There are also caps on the number of independent states that the conformer generator will attempt to create, to place a hard stop on the combinatorial explosion after prioriitized sampling (turn every rotatable bond, flip each cis-trans bond, and/or invert each chiral center while randomizing other elements). These are the trial_count
and local_trial_count
, which are meant to limit the total number of conformations that the program will attempt to seed for GPU optimization and the number of conformations that the program will attempt to sample for local rearrangements around any given element, respectively.

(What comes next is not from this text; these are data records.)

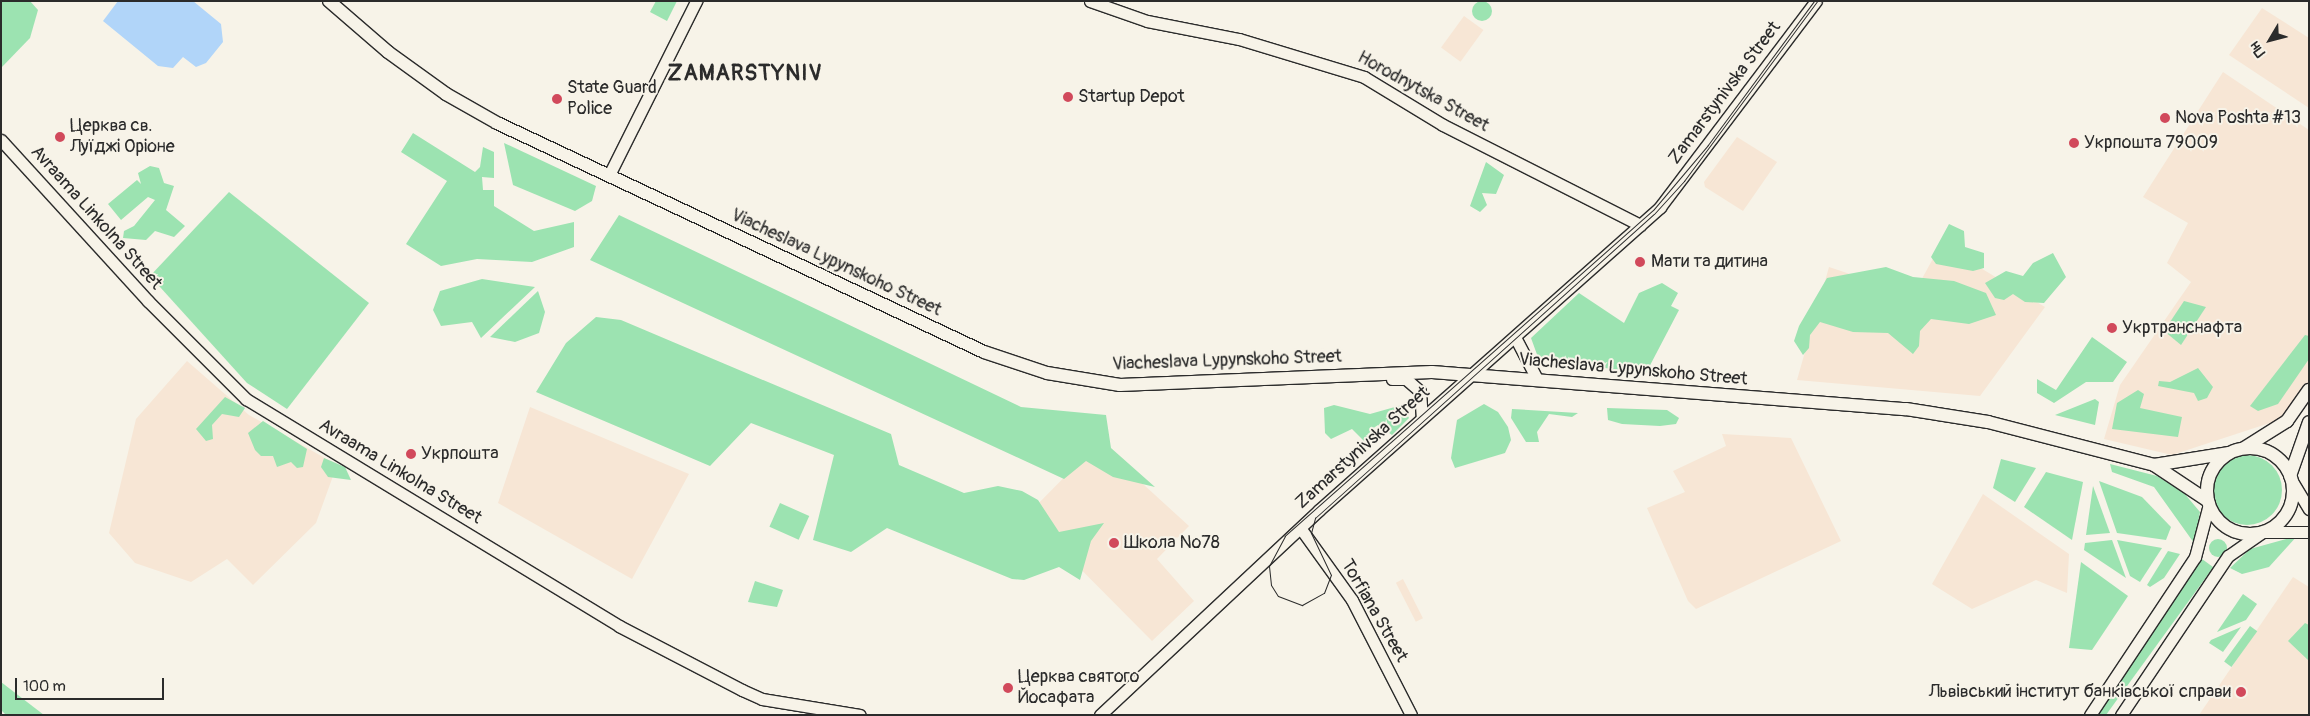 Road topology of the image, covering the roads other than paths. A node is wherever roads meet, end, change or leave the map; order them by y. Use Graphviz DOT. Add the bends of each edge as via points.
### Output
graph roads {
  1 [pos="329,1"];
  2 [pos="696,1"];
  3 [pos="1090,1"];
  4 [pos="1816,1"];
  5 [pos="1,140"];
  6 [pos="609,175"];
  7 [pos="1640,225"];
  8 [pos="1514,337"];
  9 [pos="1473,373"];
  10 [pos="1312,375"];
  11 [pos="1537,379"];
  12 [pos="2309,390"];
  13 [pos="1422,418"];
  14 [pos="2309,422"];
  15 [pos="2237,451"];
  16 [pos="2154,465"];
  17 [pos="2291,479"];
  18 [pos="2209,502"];
  19 [pos="2309,509"];
  20 [pos="1300,529"];
  21 [pos="2263,532"];
  22 [pos="2309,532"];
  23 [pos="860,715"];
  24 [pos="1100,715"];
  25 [pos="1411,715"];
  26 [pos="2090,715"];
  27 [pos="2121,715"];
  1 -- 6 [label="main road, Viacheslava Lypynskoho Street" via="446,94"];
  2 -- 6 [label="street"];
  3 -- 7 [label="street, Horodnytska Street" via="1147,22 1239,39 1364,77 1443,125"];
  4 -- 7 [label="street, Zamarstynivska Street" via="1681,182"];
  5 -- 23 [label="street, Avraama Linkolna Street" via="148,301 246,399 619,626 742,690 762,699"];
  6 -- 10 [label="main road, Viacheslava Lypynskoho Street" via="984,352 1047,373 1120,384"];
  7 -- 8 [label="street, Zamarstynivska Street"];
  8 -- 9 [label="street, Zamarstynivska Street"];
  8 -- 11 [label="street"];
  9 -- 10 [label="main road, Viacheslava Lypynskoho Street"];
  9 -- 11 [label="main road, Viacheslava Lypynskoho Street"];
  9 -- 13 [label="street, Zamarstynivska Street"];
  10 -- 13 [label="street" via="1328,380 1406,379 1420,391"];
  11 -- 16 [label="main road, Viacheslava Lypynskoho Street" via="1906,409 1988,422"];
  12 -- 15 [label="main road" via="2287,421"];
  13 -- 20 [label="street, Zamarstynivska Street"];
  14 -- 17 [label="main road"];
  15 -- 16 [label="main road, Viacheslava Lypynskoho Street"];
  15 -- 17 [label="main road" via="2274,456"];
  15 -- 18 [label="main road" via="2212,473"];
  16 -- 18 [label="main road, Viacheslava Lypynskoho Street"];
  17 -- 19 [label="street"];
  17 -- 21 [label="main road" via="2288,512"];
  18 -- 21 [label="main road" via="2229,529"];
  18 -- 26 [label="street" via="2195,557"];
  20 -- 24 [label="street, Zamarstynivska Street"];
  20 -- 25 [label="street, Torfiana Street" via="1352,600"];
  21 -- 22 [label="street"];
  21 -- 27 [label="street" via="2228,556"];
} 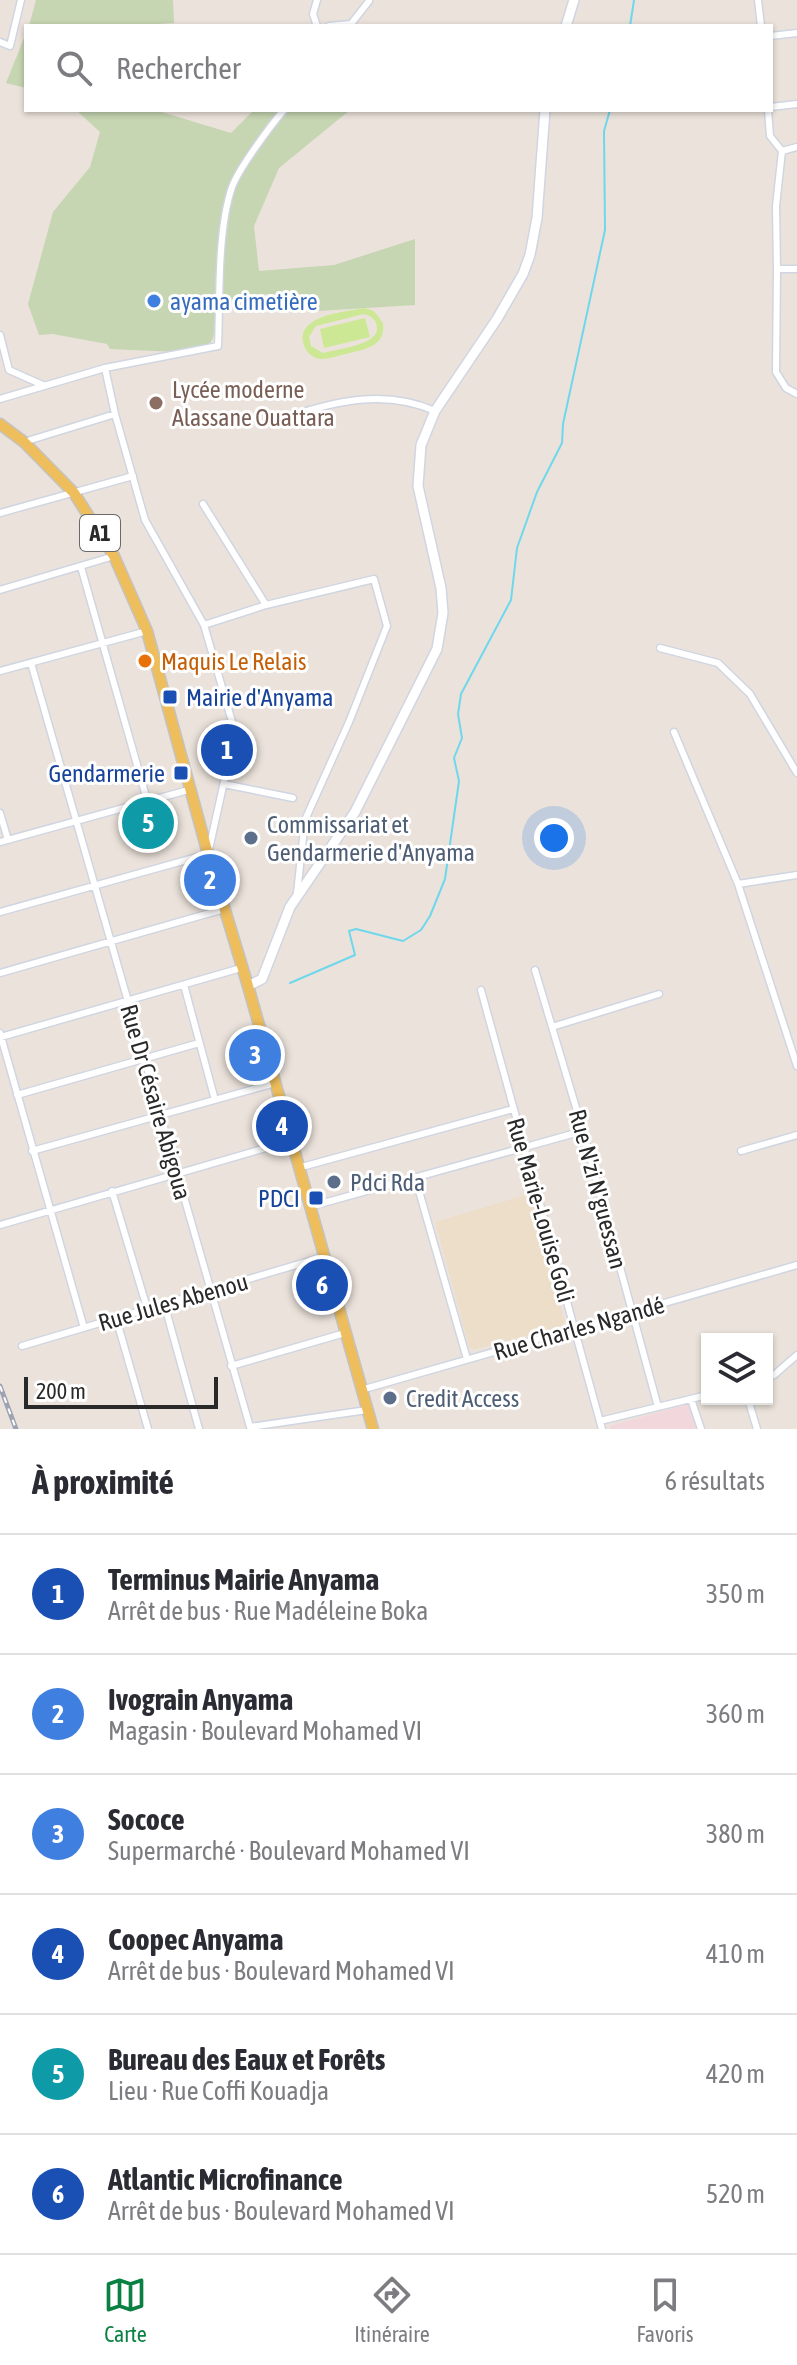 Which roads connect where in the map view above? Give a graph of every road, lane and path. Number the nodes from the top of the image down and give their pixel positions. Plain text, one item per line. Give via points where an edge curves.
1 (21, 0) edge
2 (317, 0) edge
3 (574, 0) edge
4 (758, 0) edge
5 (369, 1) edge
6 (316, 24) edge
7 (351, 24) edge
8 (567, 24) edge
9 (761, 24) edge
10 (797, 33) edge
11 (773, 36) edge
12 (0, 42) edge
13 (797, 104) edge
14 (773, 108) edge
15 (283, 112) edge
16 (545, 112) edge
17 (770, 112) edge
18 (797, 147) edge
19 (782, 151) junction
20 (777, 269) junction
21 (797, 269) edge
22 (0, 335) edge
23 (105, 368) junction
24 (45, 386) junction
25 (797, 394) edge
26 (0, 399) edge
27 (435, 411) junction
28 (115, 414) junction
29 (270, 422) dead end
30 (0, 424) edge
31 (24, 442) junction
32 (133, 476) junction
33 (74, 493) junction
34 (203, 504) dead end
35 (0, 513) edge
36 (114, 556) junction
37 (81, 567) junction
38 (0, 590) edge
39 (266, 605) junction
40 (204, 625) junction
41 (147, 631) junction
42 (103, 643) junction
43 (660, 648) dead end
44 (31, 663) junction
45 (0, 671) edge
46 (674, 732) dead end
47 (797, 773) edge
48 (224, 784) junction
49 (192, 789) junction
50 (293, 798) dead end
51 (147, 800) junction
52 (0, 813) edge
53 (76, 821) junction
54 (4, 841) edge
55 (208, 854) junction
56 (797, 875) edge
57 (738, 884) junction
58 (94, 887) junction
59 (297, 896) junction
60 (224, 909) junction
61 (0, 912) edge
62 (110, 941) junction
63 (241, 968) junction
64 (535, 970) dead end
65 (0, 973) edge
66 (184, 985) junction
67 (248, 986) junction
68 (481, 990) dead end
69 (659, 994) dead end
70 (128, 1001) junction
71 (552, 1027) junction
72 (1, 1035) edge
73 (199, 1043) junction
74 (144, 1059) junction
75 (797, 1066) edge
76 (275, 1083) junction
77 (17, 1095) junction
78 (215, 1100) junction
79 (513, 1109) junction
80 (161, 1115) junction
81 (583, 1131) junction
82 (797, 1135) edge
83 (290, 1141) junction
84 (523, 1148) junction
85 (32, 1151) junction
86 (741, 1151) dead end
87 (298, 1168) junction
88 (176, 1172) junction
89 (415, 1177) junction
90 (112, 1191) junction
91 (309, 1207) junction
92 (49, 1210) junction
93 (0, 1225) edge
94 (323, 1257) junction
95 (797, 1265) edge
96 (210, 1292) junction
97 (164, 1303) junction
98 (147, 1308) junction
99 (631, 1314) junction
100 (116, 1318) junction
101 (84, 1328) junction
102 (574, 1329) junction
103 (345, 1333) junction
104 (22, 1346) dead end
105 (797, 1355) edge
106 (467, 1359) junction
107 (231, 1366) junction
108 (773, 1375) edge
109 (361, 1390) junction
110 (701, 1396) edge
111 (691, 1399) junction
112 (750, 1405) edge
113 (658, 1407) junction
114 (367, 1410) junction
115 (311, 1419) junction
116 (600, 1421) junction
117 (148, 1429) edge
118 (199, 1429) edge
119 (314, 1429) edge
120 (373, 1429) edge
121 (602, 1429) edge
122 (701, 1429) edge
123 (757, 1429) edge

Unseen in this tutorial input is the cutoff for mutual root mean-squared deviations in particle positions, needed to ensure that the reported conformations are unique after energy minimization. The default value of 0.15 nm may be too high for some applications, but it helps to produce a diverse set in floppy molecules where rotamer sampling is essential.
The &minimize
Control Block
Energy minimization is a critical precursor to molecular simulations as it relaxes steric clashes and other strained arrangements in the structure to bleed off excess energy before it can kick the system into an unnatural configuration. Readers should consult the dynamics tutorial for more information. In the conformer generator, the cdcyc
keyword, controlling the number of cycles over which a vnaishing softcore potential is applied to non-bonded interactions, is very important. While the program will apply a rudimentary clash check to conformers that it seeds, atoms can still be left with significant overlap, leading to high van-der Waals energies. The vanishing softcore potential can salvage a great deal of otherwise inviable conformations.
The &report
Control Block
Because we have selected x_kind sdf
in the &files
input for each system, the "trajectories" of best-scoring conformers will be printed in Biovia Structure-Data Format (SDF) files, a format which can compile multiple structures and also offers custom meta data and annotations. STORMM can relay critical information directly into these outputs, which another program able to read the SDF format can then catalog. The example's relevant user input for "key" energy components is:
sdf_item { -title total_energy -label ALL -energy TOTAL_ENERGY }
sdf_item { -title dihedral_energy -label ALL -energy PROPER_DIHEDRAL }
<... other items ...>
As with many other keywords in STORMM's enhanced namelist input, sdf_item
is repeatable.
Results
Results from the tutorial exercise can be found in this download link, including SDF files for each system's selected conformers.
Overall GPU Uptime: What to Expect
If all calculations were run on the CPU, the energy minimization would dominate the calculation time, more than 98 percent in a typical problem. However, with GPUs accelerating the calculation by 1000x or more over what a single CPU can push forward, what was 0.98 becomes 0.002, which is a small part of the remaining 0.02. The lengthiest part of the calculation, in terms of wall time, shifts to something else (our profiling indicates that it is conformer seeding and file processing), and the overall GPU uptime of the calculation is only about 20-30%. While it may be possible to add more CPU work in an MPI- or OpenMP-parallel compilation of the host code, this introduces more program complexity and eventually makes new features harder to add. Another possibility is for the operator to interleave multiple jobs on different CPUs, running STORMM through MPS on an NVIDIA GPU for a higher overall GPU utilization. The block then moves to the disk hardware, what rate the topology files and input coordinates can be read or output trajectories written. For what it is doing, however, STORMM's conformer generation is producing a huge number of molecular mechanics model optimizations in very little time.